10. Ernest Shackleton’s Miraculous Endurance // 1914-1916
Anglo-Irish mariner Ernest Shackleton first sailed to Antarctica in 1901 on a mission to reach the South Pole, which ended with a bad case of scurvy. He would come within 97 nautical miles of the pole on his second expedition. But it was his third venture aboard the Endurance for which he is most famous. In 1914, he led a crew of 28 men intending to be the first to cross Antarctica by land, but the ship became trapped in pack ice for 10 months and sank on November 21, 1915. The crew set up camp on ice floes, drifted on treacherous seas, and washed up on an uninhabited polar island. Shackleton and five men then sailed 800 miles across the planet’s most rambunctious seas for rescue. All hands succeeded in their revised mission: survival. Shackleton’s story serves as a lesson in leadership against all odds and overcoming outrageous obstacles.

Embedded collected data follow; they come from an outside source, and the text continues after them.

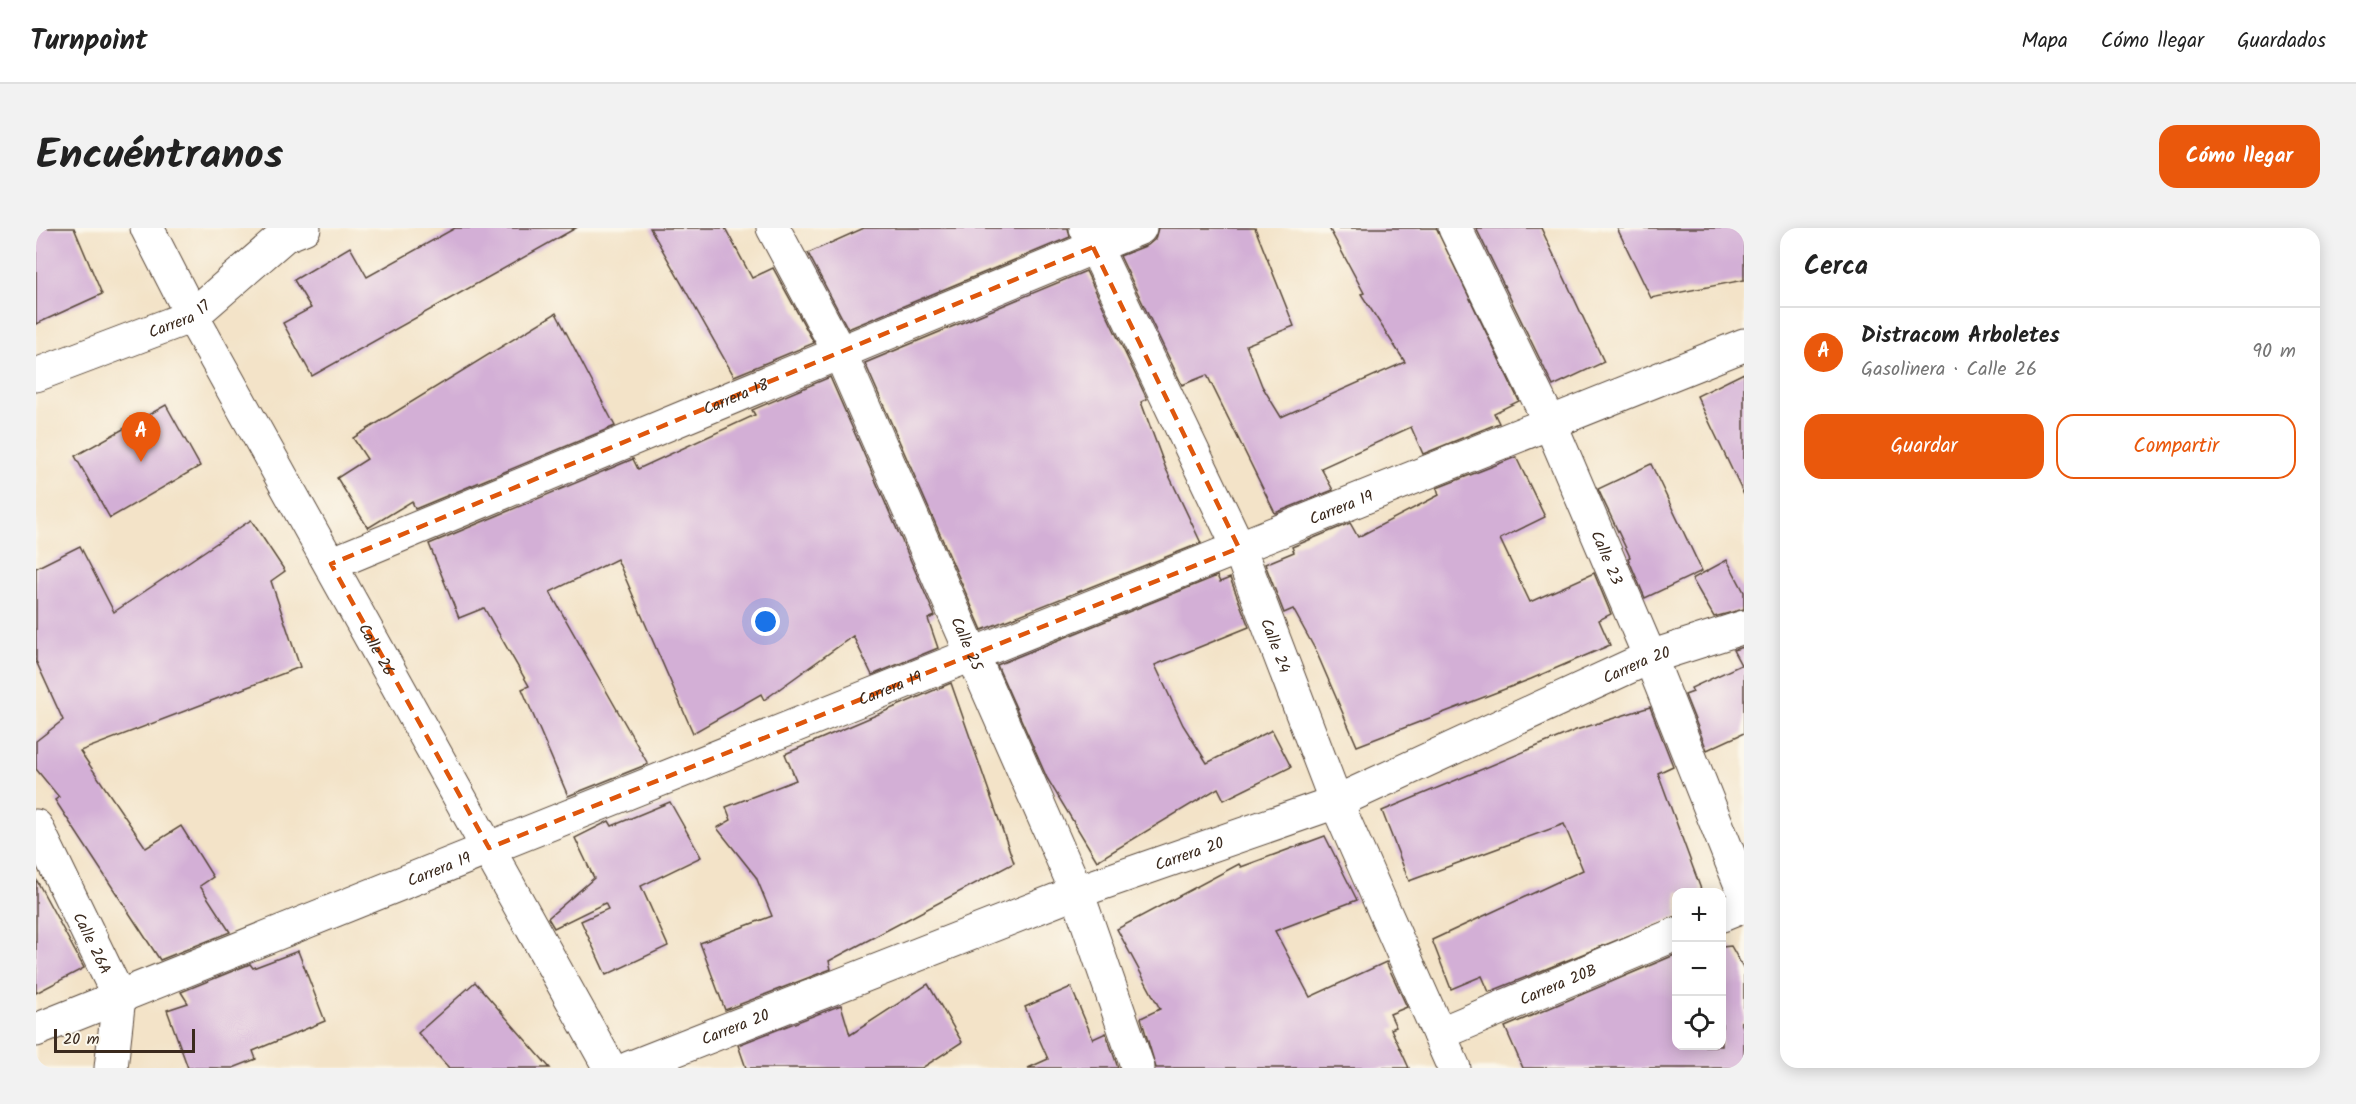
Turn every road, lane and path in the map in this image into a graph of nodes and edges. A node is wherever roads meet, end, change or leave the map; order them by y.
1 (147, 228) edge
2 (304, 228) edge
3 (773, 228) edge
4 (1140, 228) edge
5 (1455, 228) edge
6 (1089, 238) edge
7 (192, 316) junction
8 (1744, 345) edge
9 (840, 353) junction
10 (36, 375) edge
11 (1550, 423) junction
12 (1239, 548) junction
13 (331, 564) junction
14 (1744, 627) edge
15 (972, 655) junction
16 (1650, 657) junction
17 (1336, 802) junction
18 (36, 826) edge
19 (489, 848) junction
20 (1077, 892) junction
21 (1744, 893) edge
22 (1744, 906) edge
23 (1726, 913) edge
24 (1672, 936) edge
25 (119, 997) junction
26 (36, 1030) edge
27 (1439, 1034) junction
28 (111, 1068) edge
29 (610, 1068) edge
30 (629, 1068) edge
31 (1138, 1068) edge
32 (1454, 1068) edge

1 - 7 street, Calle 26
2 - 7 street, Carrera 17
3 - 9 street, Calle 25
4 - 6 street, Carrera 18
5 - 11 street, Calle 23
6 - 9 street, Carrera 18
6 - 12 street, Calle 24
7 - 10 street, Carrera 17
7 - 13 street, Calle 26
8 - 11 street, Carrera 19
9 - 13 street, Carrera 18
9 - 15 street, Calle 25
11 - 12 street, Carrera 19
11 - 16 street, Calle 23
12 - 15 street, Carrera 19
12 - 17 street, Calle 24
13 - 19 street, Calle 26
14 - 16 street, Carrera 20
15 - 19 street, Carrera 19
15 - 20 street, Calle 25
16 - 17 street, Carrera 20
16 - 21 street, Calle 23
17 - 20 street, Carrera 20
17 - 27 street, Calle 24
18 - 25 street, Calle 26A
19 - 25 street, Carrera 19
19 - 29 street, Calle 26
20 - 30 street, Carrera 20
20 - 31 street, Calle 25
22 - 23 street
24 - 27 street, Carrera 20B
25 - 26 street, Carrera 19
25 - 28 street
27 - 32 street, Calle 24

11. Thor Heyerdahl’s Maritime Experiment in the Kon-Tiki and More // 1947-1978
Thor Heyerdahl, a Norwegian ethnologist, mounted several transoceanic scientific expeditions. His expeditions on the Kon-Tiki, a balsa-wood raft launched in 1947, and Ra, a copy of an Egyptian reed boat crewed in 1969, proved the possibility of ancient contact between distant civilizations. Leaving from Peru, Kon-Tiki reached the South Pacific three and a half months later, lending evidence to the theory that pre-Columbian sailors could have navigated across the Pacific. Ra sailed from Morocco to within 600 miles of Central America and hinted at the possibility that Egyptian mariners could have influenced pre-contact cultures. And in 1977-1978, sailing a reed boat named the Tigris, Heyerdahl suggested that ancient Sumerians could well have reached southwest Asia. His thought-provoking theories are still being debated.